Performance benchmark for hpp-fcl

Background

I come from the RSS 2022 paper, and I think your work is interesting. However, my preliminary benchmark results showed that hpp-fcl is not as fast as OpenGJK and libccd. I was computing the separating distance between two convex polytopes, one has over 500 vertices, the other has around 350 vertices.

OpenGJK took around 1us, using linear time support function (so it can potentially be much faster if we were to use log time support function), libccd (which uses MPR) took around 1.5us. hpp-fcl's default GJK took 2.5us, GJK-nesterov took 3us.

I used Google's benchmark library to record time mentioned above.

My result contradicts to what was claimed in #313 and the performance benchmark in the paper: Screenshot from 2022-07-14 18-46-20

Possible Reasons

Hardware issues.

The RSS paper did not give any details on the hardware used, I wish they can be disclosed here.

What I am using is a PC with Intel® Core™ i7-8700K CPU @ 3.70GHz × 12, and 32GB of memory. The system is Ubuntu20.04.3 LTS

My Implementation is wrong

I paste a simplified version of my code here for reference. My implementation largely follows the test files. If needed, I can provide all my source files.

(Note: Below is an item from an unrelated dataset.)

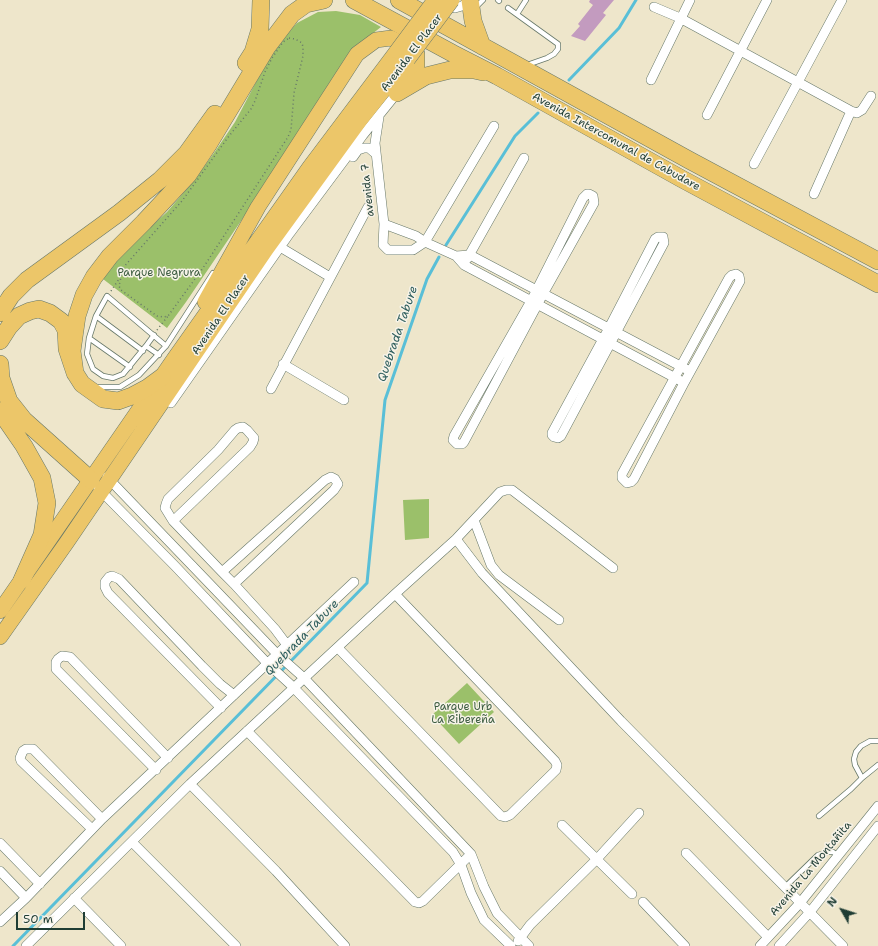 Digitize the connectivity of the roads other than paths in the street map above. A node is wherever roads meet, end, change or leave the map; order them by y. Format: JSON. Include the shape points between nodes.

#include <hpp/fcl/narrowphase/gjk.h>
#include <hpp/fcl/shape/convex.h>
#include <hpp/fcl/shape/geometric_shapes.h>

using hpp::fcl::support_func_guess_t;
using hpp::fcl::Transform3f;
using hpp::fcl::Vec3f;
using hpp::fcl::details::GJK;
using hpp::fcl::details::MinkowskiDiff;

std::shared_ptr<hpp::fcl::Convex<hpp::fcl::Triangle>>
createConvexShape(const std::string& file_name)
{
  load_points_and_tris_from_file(file_name);
  auto convex_shape = std::make_shared<hpp::fcl::Convex<hpp::fcl::Triangle>>(
      true,
      pts,                                           // Suppose that I have loaded all the points
      static_cast<unsigned int>(number_of_vertices), // num_points
      tris,                                          // Suppose that I have loaded all the triangles
      static_cast<unsigned int>(number_of_faces)     // number of triangles
      );
  convex_shape->computeLocalAABB();
  return convex_shape;
}

int main()
{
  auto cvx0 = createConvexShape("shape0");
  auto cvx1 = createConvexShape("shape1");

  Transform3f cvx1_transform{Transform3f::Identity()};
  cvx1_transform.translation() << 0, 0, 1.5;

  const unsigned int max_iterations = 128;
  const hpp::fcl::FCL_REAL tolerance = 1e-6;

  GJK gjk(max_iterations, tolerance);

  // ------ Timing starts here ------
  MinkowskiDiff mink_diff;
  mink_diff.set(cvx0.get(), cvx1.get(), Transform3f::Identity(),
                cvx1_transform);

  Vec3f init_guess = Vec3f(1, 0, 0);
  support_func_guess_t init_support_guess;
  init_support_guess.setZero();
  gjk.evaluate(mink_diff, init_guess, init_support_guess);
  // ------ Timing ends here ------
}

I would be most grateful if someone is able to help me achieve the performance claimed in the paper.

Dear @OxDuke,

Thanks a lot for your feedback. It is pretty helpful for us in order to improve hpp-fcl.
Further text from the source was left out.